This column was posted on April 16.


By TED RALL 
Syndicated Columnist

The killing of 20-year-old Daunte Wright by a Minnesota police officer during a traffic stop is the latest in a long line of high-profile shootings to have sparked widespread protests. 

As often occurs after these terrible incidents, politicians and editorial boards are floating ways to turn Robocop into Officer Friendly.

The trouble with mainstream proposals is that they would nip at the edges of a systemic problem, assuming that the cabal of powerful police unions were to allow their implementation. 

Nothing short of completely destroying existing police departments and their methods will fix policing that is authoritarian, predatory and violent to its core. We must radically reinvent the purpose, personnel and posture of police officers if Americans seriously want to free people of color (and everyone else) of the abject terror they feel each time flashing lights appear in their rearview mirror.

Many recent killings of blacks by police followed stops or detentions over trivial matters. Brooklyn Center police said Wright was pulled over for an expired motor vehicle registration on his license plate; Wright told his mom the cop had an issue with an air freshener hanging from his mirror, a classic “pretextual stop” in which the police use a BS ordinance as an excuse to search for drugs or run plates for outstanding warrants.

The Texas state trooper whose arrest of Sandra Bland was followed by her death in jail three days later had a long history of zooming up behind cars so the driver would yield the lane and then writing the flustered motorist a ticket if he or she forgot to signal a lane change, as he did to Bland. 

George Floyd, whose videotaped asphyxiation under the knee of a Minneapolis police officer provoked outrage, was arrested after spending a counterfeit $20 bill. Eric Garner, the Staten Island man who famously cried, “I can’t breathe,” while being held in a chokehold by a New York Police Department officer in broad daylight and later died, stood accused of the heinous crime of selling “loosie” individual cigarettes.

None of these alleged offenses are the kind of cops-and-robbers scenario we watch on TV or the exciting manhunt for a dangerous criminal that makes kids want to join the police. Which makes them typical. A generic interaction between the police and a citizen who pays his salary is a traffic stop. A traffic stop is an attempt by the cop to bring money to municipal coffers: A smog inspection sticker is out of date; a headlight isn’t working; the victim made a bad turn or is driving too fast.

You could, and cops do, argue that these are issues of public safety. If the authorities really wanted to disincentivize reckless behavior, however, a fine would not be the solution. After all, rich people don’t mind paying tickets. Failing to keep one’s car properly maintained or repeatedly exceeding the speed limit could be sanctioned by non-financial inducements, such as suspending the offender’s license.
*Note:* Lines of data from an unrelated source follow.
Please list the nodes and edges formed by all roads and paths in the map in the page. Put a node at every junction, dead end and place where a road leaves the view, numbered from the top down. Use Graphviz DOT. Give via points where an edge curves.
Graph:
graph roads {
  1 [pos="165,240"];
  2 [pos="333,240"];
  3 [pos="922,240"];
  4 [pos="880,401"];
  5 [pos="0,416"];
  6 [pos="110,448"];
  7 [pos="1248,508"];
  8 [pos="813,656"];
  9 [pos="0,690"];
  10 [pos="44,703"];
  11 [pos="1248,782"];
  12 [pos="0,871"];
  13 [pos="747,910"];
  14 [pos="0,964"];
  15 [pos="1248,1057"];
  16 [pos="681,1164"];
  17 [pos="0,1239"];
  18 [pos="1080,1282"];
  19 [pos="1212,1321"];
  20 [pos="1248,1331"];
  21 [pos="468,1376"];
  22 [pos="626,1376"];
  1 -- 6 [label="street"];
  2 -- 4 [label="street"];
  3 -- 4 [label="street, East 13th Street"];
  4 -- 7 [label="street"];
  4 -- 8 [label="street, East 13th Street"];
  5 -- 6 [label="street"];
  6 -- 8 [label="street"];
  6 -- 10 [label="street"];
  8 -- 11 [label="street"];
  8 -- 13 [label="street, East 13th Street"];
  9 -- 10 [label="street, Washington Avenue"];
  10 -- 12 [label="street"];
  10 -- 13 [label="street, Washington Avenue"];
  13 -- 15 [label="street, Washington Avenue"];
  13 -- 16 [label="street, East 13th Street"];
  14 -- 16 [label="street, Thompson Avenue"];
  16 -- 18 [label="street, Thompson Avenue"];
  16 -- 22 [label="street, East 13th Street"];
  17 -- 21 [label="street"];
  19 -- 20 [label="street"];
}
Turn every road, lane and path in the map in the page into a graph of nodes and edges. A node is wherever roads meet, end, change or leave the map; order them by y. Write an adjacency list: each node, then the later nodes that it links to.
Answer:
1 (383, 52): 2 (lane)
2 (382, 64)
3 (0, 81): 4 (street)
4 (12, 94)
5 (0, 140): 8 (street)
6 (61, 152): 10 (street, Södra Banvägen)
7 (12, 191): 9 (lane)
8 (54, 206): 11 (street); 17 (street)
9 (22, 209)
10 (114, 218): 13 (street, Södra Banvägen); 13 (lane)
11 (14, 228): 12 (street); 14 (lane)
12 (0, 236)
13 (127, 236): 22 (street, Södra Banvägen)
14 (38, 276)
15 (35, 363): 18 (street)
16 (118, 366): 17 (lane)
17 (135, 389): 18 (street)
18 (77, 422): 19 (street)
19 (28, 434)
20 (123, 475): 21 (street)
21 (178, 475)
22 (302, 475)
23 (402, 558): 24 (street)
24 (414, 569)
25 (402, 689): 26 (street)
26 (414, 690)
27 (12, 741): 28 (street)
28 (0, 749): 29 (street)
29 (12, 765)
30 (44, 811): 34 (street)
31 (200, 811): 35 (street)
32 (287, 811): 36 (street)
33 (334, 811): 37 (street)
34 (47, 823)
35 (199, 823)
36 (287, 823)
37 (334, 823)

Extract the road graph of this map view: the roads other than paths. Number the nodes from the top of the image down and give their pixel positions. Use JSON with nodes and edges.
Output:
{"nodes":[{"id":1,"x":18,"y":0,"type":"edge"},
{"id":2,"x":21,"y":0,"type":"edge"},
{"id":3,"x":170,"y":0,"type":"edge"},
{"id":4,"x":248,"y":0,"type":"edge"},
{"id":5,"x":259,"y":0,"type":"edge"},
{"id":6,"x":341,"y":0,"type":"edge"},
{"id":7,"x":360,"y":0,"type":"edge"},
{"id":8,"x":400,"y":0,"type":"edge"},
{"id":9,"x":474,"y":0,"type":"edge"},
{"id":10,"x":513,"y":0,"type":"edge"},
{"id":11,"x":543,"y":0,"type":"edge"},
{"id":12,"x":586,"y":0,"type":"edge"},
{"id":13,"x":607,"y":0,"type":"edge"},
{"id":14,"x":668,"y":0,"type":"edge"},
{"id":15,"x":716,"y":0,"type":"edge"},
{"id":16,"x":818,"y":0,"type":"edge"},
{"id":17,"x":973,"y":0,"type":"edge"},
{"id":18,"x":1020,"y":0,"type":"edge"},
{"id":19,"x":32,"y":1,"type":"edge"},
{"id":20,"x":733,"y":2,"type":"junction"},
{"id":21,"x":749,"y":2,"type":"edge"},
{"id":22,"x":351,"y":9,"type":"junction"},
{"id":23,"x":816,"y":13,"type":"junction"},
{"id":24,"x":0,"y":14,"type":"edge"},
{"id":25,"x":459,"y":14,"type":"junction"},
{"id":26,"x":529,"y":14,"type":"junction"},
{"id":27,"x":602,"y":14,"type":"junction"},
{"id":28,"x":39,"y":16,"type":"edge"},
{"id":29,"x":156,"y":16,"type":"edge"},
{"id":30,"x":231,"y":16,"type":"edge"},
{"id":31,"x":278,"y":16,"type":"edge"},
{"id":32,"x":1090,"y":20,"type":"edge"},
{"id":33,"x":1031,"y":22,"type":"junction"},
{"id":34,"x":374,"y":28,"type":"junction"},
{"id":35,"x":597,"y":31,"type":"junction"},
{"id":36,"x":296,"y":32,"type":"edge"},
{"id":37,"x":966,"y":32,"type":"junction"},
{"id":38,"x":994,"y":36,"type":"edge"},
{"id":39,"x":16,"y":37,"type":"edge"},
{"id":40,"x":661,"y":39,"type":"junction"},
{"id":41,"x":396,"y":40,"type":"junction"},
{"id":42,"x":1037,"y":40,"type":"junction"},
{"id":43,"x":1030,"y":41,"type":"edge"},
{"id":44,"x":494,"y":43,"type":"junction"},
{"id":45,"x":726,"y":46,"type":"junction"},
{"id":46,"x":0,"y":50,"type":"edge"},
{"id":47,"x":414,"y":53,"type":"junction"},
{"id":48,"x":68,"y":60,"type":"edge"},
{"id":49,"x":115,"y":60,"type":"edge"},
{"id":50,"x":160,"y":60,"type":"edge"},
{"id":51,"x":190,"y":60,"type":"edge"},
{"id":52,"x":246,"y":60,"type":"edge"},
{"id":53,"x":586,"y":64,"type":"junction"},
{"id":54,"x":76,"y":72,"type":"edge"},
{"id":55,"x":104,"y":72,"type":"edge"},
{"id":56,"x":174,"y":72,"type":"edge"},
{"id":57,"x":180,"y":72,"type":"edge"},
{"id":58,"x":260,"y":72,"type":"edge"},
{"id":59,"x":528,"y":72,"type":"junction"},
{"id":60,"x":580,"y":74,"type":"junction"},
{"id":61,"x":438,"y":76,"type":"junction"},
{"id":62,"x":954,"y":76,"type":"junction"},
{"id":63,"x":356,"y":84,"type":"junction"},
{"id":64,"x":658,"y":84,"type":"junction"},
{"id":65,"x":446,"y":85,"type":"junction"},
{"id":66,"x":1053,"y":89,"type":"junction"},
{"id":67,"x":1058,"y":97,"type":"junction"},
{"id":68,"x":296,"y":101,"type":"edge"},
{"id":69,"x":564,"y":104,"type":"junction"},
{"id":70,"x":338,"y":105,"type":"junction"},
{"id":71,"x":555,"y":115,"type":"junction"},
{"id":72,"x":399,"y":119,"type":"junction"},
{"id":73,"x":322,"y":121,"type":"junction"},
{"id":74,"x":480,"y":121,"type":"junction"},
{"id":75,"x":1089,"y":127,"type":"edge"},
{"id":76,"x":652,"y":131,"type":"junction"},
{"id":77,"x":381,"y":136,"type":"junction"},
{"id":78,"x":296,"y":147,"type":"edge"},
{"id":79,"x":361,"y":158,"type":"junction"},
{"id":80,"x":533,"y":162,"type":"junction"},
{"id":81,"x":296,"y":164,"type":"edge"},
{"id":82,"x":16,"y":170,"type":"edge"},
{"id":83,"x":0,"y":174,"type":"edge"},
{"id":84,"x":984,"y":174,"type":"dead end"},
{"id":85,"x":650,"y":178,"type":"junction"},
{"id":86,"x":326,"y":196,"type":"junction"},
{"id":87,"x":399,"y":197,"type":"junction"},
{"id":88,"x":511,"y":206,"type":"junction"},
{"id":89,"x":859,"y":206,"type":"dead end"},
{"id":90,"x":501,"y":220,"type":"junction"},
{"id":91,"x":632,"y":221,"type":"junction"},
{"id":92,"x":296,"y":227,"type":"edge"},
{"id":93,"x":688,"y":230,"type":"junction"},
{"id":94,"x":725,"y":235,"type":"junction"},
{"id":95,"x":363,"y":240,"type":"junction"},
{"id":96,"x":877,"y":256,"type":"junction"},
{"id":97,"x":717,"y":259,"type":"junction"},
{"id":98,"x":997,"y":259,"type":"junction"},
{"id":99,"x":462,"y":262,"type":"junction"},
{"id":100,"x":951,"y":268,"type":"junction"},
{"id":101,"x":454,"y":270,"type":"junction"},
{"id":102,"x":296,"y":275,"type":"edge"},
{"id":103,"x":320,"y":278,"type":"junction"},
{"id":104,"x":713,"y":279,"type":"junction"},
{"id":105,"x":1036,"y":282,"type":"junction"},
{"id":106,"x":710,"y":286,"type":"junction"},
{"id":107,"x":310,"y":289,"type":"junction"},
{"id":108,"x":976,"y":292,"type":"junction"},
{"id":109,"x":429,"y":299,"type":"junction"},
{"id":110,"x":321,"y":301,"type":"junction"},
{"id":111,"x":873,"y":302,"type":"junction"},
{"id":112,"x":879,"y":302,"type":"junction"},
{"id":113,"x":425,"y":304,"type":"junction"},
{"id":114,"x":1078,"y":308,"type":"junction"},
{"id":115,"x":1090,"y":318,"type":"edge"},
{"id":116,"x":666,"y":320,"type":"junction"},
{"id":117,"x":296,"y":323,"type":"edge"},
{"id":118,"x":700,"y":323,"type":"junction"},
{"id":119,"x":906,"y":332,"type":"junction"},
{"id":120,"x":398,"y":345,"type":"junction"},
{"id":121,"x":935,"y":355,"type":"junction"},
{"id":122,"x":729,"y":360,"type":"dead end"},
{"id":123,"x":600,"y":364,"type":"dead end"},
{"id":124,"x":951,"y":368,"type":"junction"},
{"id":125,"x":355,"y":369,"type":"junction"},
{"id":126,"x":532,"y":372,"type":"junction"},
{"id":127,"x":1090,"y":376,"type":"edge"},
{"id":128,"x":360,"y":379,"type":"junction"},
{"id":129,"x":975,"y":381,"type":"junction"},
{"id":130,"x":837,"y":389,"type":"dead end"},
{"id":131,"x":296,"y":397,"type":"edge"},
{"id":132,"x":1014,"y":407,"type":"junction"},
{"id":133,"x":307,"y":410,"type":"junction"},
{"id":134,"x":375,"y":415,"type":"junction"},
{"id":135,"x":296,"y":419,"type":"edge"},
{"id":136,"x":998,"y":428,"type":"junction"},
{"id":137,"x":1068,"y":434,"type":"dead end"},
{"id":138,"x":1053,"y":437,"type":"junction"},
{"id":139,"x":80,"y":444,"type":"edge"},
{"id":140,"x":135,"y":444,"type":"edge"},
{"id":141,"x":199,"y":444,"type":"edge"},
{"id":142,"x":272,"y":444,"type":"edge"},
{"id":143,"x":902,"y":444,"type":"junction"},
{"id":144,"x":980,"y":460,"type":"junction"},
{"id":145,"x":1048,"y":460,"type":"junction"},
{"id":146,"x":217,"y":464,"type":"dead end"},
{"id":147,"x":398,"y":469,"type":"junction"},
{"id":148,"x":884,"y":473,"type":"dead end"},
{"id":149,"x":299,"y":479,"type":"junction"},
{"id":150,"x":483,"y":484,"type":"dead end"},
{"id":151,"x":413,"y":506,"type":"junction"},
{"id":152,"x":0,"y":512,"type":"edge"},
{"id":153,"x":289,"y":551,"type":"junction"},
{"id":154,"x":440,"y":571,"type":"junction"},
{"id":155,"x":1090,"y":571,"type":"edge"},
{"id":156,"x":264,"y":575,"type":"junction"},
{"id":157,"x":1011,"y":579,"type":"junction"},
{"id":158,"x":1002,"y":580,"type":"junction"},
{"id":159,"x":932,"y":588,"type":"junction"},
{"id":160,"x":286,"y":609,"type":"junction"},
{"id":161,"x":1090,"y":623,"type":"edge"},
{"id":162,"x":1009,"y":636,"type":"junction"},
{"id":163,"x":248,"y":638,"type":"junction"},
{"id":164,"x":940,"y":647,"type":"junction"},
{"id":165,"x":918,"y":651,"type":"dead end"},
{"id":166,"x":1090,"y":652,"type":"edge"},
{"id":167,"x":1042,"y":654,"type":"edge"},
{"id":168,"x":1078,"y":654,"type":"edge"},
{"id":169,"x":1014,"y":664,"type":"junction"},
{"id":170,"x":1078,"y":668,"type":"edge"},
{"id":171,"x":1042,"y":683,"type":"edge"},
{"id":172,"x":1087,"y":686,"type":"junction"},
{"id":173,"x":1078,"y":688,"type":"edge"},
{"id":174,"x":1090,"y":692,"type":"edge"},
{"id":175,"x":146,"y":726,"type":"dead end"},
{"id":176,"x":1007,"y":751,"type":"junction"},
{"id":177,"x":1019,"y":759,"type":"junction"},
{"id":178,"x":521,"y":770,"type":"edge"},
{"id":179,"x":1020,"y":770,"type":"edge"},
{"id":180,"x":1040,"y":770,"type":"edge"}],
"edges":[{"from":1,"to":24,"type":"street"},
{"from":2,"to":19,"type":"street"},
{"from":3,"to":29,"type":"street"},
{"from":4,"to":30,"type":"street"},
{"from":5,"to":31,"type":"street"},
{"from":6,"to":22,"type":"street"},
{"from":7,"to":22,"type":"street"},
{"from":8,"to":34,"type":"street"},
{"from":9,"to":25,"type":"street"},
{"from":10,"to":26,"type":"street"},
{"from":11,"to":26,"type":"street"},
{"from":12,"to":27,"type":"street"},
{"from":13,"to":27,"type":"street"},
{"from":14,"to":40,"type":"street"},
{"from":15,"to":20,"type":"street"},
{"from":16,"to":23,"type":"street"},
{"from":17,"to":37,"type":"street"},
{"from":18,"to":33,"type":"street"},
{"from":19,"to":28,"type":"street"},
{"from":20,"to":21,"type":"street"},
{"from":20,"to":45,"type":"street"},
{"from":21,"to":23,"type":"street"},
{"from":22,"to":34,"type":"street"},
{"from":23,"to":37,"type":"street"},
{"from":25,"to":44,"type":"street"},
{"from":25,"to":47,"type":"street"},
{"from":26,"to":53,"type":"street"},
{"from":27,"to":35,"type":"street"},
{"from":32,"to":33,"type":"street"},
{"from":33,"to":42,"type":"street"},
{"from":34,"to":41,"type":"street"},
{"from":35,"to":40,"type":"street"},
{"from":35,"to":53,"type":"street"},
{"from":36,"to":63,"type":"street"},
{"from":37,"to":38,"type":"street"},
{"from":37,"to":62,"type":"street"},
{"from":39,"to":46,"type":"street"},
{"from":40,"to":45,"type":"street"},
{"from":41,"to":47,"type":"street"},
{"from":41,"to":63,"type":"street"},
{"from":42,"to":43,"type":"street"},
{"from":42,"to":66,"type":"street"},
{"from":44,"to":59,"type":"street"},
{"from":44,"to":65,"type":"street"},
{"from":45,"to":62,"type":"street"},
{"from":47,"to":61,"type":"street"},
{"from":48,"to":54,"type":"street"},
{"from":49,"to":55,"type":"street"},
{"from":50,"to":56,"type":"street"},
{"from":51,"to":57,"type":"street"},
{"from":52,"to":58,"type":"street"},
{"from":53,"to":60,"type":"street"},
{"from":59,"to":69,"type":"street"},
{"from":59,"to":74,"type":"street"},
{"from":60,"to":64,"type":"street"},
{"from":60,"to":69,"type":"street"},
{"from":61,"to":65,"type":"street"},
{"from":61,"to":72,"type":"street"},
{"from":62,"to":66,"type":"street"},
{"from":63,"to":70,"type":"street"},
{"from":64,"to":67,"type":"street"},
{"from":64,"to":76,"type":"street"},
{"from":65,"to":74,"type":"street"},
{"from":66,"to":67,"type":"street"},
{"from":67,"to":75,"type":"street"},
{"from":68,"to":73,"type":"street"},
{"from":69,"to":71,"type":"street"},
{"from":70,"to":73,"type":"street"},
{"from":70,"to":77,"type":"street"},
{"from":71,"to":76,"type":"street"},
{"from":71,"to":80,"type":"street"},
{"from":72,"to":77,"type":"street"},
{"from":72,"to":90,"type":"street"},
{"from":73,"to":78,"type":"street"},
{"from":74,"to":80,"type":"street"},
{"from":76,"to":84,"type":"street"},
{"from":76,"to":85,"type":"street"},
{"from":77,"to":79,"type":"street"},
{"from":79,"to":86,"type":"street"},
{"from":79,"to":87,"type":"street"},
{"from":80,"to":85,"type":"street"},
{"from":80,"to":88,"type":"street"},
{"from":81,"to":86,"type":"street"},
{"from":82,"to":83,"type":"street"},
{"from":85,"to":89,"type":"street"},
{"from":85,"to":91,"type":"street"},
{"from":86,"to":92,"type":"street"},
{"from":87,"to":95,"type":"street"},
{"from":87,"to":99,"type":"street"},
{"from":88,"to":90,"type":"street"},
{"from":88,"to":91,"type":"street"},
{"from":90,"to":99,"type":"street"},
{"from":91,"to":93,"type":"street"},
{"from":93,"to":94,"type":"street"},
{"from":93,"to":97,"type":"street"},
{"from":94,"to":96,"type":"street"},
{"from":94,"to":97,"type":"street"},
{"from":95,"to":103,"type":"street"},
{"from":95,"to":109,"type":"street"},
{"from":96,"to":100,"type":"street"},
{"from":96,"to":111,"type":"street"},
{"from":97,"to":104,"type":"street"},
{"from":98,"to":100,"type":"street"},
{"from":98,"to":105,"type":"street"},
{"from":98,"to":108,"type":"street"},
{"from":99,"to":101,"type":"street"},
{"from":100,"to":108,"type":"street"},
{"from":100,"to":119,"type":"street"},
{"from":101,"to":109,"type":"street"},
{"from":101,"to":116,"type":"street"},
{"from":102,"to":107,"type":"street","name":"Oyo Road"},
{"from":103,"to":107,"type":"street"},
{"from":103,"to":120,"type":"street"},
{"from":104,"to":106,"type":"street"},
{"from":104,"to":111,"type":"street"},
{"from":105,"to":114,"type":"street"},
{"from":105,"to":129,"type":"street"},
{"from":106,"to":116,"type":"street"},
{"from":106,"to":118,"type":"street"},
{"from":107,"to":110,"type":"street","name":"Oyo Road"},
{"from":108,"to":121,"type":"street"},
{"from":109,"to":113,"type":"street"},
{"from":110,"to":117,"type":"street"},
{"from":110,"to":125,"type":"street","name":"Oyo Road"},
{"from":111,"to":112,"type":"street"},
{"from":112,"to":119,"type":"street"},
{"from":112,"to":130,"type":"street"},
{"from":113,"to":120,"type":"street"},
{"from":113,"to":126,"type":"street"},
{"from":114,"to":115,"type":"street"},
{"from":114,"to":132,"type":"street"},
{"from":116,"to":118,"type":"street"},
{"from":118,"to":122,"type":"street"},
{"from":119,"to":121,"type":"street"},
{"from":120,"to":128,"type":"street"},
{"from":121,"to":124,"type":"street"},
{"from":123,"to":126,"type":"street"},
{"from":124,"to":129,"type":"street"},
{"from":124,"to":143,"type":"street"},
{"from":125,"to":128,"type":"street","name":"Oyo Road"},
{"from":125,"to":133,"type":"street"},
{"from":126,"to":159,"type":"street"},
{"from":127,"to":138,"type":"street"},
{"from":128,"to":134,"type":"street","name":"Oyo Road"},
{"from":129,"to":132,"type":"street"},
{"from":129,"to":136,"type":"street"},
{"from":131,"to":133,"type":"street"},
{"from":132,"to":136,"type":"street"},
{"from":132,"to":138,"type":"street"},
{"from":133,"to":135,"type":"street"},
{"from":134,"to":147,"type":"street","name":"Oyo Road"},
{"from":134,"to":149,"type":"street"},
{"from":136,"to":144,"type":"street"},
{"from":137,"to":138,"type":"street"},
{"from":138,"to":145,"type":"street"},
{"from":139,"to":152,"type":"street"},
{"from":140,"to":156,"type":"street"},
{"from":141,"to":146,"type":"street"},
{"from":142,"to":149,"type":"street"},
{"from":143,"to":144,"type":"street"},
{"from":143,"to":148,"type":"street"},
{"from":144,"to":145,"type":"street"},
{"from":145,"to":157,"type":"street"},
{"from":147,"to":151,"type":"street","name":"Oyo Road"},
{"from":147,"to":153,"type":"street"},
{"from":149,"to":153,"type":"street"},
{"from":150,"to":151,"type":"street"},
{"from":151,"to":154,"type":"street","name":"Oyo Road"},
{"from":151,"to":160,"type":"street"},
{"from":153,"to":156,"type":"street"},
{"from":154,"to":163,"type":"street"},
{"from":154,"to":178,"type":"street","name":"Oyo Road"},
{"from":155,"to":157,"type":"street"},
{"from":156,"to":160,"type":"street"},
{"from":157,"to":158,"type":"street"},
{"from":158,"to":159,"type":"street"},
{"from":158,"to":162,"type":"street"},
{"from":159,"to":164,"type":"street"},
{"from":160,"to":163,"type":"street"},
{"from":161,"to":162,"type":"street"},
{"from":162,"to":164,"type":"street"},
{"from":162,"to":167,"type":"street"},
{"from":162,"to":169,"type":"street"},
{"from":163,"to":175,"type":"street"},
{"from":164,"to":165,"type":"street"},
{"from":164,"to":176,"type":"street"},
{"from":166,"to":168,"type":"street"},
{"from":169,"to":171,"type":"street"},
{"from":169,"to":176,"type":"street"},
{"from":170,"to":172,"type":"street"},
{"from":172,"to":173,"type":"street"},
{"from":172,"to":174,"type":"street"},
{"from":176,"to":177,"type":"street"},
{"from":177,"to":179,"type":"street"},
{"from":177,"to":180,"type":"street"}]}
Cops care about making cash, not keeping you safe. They are literally highway robbers.

If city officials need money, let them raise taxes. Policing should have nothing to do with revenue enhancement.

Whether the police resort to physical force ought to be directly connected to the level of violence of the suspected crime. Depriving the City of New York of tax revenue and local merchants of the opportunity to sell tobacco products was the most nonviolent crime imaginable; if Eric Garner had walked away after being confronted by the police officer, the safety of New Yorkers wouldn’t have been negatively impacted in the least. The same was true about George Floyd’s counterfeit currency and Sandra Bland’s supposed failure to signal a lane change, as well as Walter Scott’s broken taillight. Scott, worried about a warrant for overdue child support, was shot to death by a South Carolina cop as he ran away. If these master criminals choose to flee, who cares?

The purpose of the police should be to protect the public from dangerous people and things, period. The only time they should pull out a Taser, a nightstick or a gun should be when they or another civilian faces imminent danger of serious bodily harm.

The police have become increasingly militarized, from command structures that copy the army down to calling their cops “troops” to accepting decommissioned military hardware from the Afghanistan and Iraq wars to recruiting one-fifth of their members from the ranks of ex-soldiers. The blurred line between units that occupy war zones overseas and patrol in our neighborhoods should be sharply restored.

I would go further. Throw away the armored personnel carriers and bulletproof vests, yes, but also fire any cop who has been the subject of a civilian complaint about excessive use of force whether or not he or she was cleared by the fig-leaf internal affairs division, and start from scratch. Police departments have been accused of actively discriminating against applicants for being too smart, rejecting those whose IQs are “too high.” This is insane. Recruit liberal arts majors and intellectuals instead of lunkheads.

At many police academies, rookies are taught that their No. 1 job is to come home alive to their families at the end of each shift. That mentality breeds cynicism, insularity and the willingness to resort to violence even when it’s counterproductive. A good cop cares most about getting you home safe and sound.